Lady In A Cage

di Walter Grauman (Stati Uniti, 1964)

Nel 1964, non era facile imbattersi in un film come “Lady In A Cage” (da noi, “Un Giorno Di Terrore”). Un prodotto claustrofobico, beffardo e con un livello di violenza ben superiore alla media, grazie soprattutto all’efficace commistione tra thriller e horror. È giunto dunque il momento di rivalutare l’operato di Walter Grauman, un regista la cui professione ha comunque trovato maggiori sbocchi in ambito televisivo (dal 1984 al 1996, sarà proprio lui a dirigere la bellezza di cinquantatré episodi de “La Signora In Giallo”).
Una sempre ottima Olivia de Havilland (qui nella fase calante della sua carriera) interpreta la signora Cornelia Hilyard, una donna benestante (con il femore fratturato) costretta a utilizzare dentro casa un piccolo ascensore per salire o scendere tra un piano e l’altro. Suo figlio Malcolm sta partendo per il fine settimana, è estate e le strade sono intasate di automobili dirette verso i luoghi di villeggiatura. Ma questa non è solo l’America del boom economico, perché i veri protagonisti della storia sono dei reietti senza scrupoli (“Murderers! Neanderthals! Monsters! Monsters!”). A causa di un blackout elettrico, Cornelia resta infatti bloccata dentro quel piccolo elevatore: il campanello d’allarme attira però nella sua casa prima un barbone alcolizzato e poi tre teppisti (Randall è interpretato da un giovane James Caan, attore che rivedremo più avanti in molti altri film, tra cui “Misery”).  

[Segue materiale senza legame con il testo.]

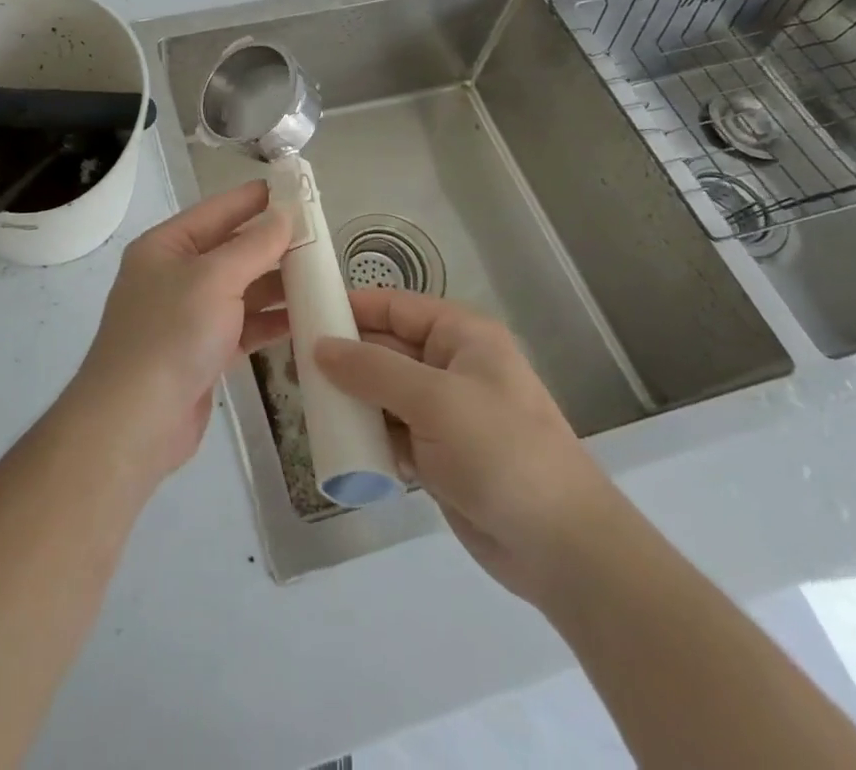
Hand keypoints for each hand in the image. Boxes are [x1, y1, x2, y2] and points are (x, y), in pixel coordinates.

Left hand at [69, 181, 291, 482]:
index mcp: (166, 246)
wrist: (135, 422)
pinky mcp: (203, 352)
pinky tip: (306, 318)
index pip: (217, 211)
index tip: (295, 189)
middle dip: (272, 244)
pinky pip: (243, 325)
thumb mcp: (214, 279)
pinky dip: (270, 321)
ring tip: (322, 275)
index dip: (254, 199)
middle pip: (231, 250)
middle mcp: (175, 275)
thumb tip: (284, 215)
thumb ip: (254, 246)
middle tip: (321, 236)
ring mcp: (188, 315)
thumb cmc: (171, 334)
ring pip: (241, 290)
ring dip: (277, 284)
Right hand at [315, 290, 618, 602]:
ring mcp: (445, 413)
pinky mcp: (439, 455)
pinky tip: (335, 440)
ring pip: (384, 392)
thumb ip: (372, 370)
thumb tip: (319, 346)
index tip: (303, 314)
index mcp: (461, 336)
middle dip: (344, 356)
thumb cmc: (501, 451)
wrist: (562, 548)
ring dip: (351, 397)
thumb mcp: (434, 400)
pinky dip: (366, 434)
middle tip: (293, 365)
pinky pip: (391, 431)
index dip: (351, 307)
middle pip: (386, 348)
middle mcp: (451, 366)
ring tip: (305, 402)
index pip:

Walter Grauman dipinge una società completamente indifferente al destino del prossimo: c’è chi se ne va allegramente al mare con la famiglia e chi invece se ne approfitta delle disgrazie altrui, cogliendo la palla al balzo per fare razzia all’interno del succitato appartamento. Il contrasto tra l’America della ricchezza e quella dimenticata degli emarginati si rivela dunque una costante del film, una prerogativa successivamente avvalorata da un tragico e concitato epilogo, in cui la violenza diventa l’unica possibilità per mettere fine alle asfissianti vicende.
“Lady In A Cage” di difetti ne ha pochi: se alcuni passaggi della pellicola risultano piuttosto ridondanti (la location è ovviamente circoscritta), c’è da dire che il tempo è stato abbastanza inclemente con quelle che oggi potremmo definire delle semplici ingenuità (un esempio su tutti, i monologhi iniziali della signora Hilyard, una volta impossibilitata a uscire fuori da quelle sbarre di ferro). Nonostante ciò, “Lady In A Cage” merita assolutamente una riscoperta definitiva, considerando che qui vengono gettati i semi per lo sviluppo del cinema home invasion, un (sotto)genere che di strada ne ha fatta parecchia durante gli ultimi decenni. Questa è una società cinica e menefreghista che genera mostri, senza distinzioni di classe.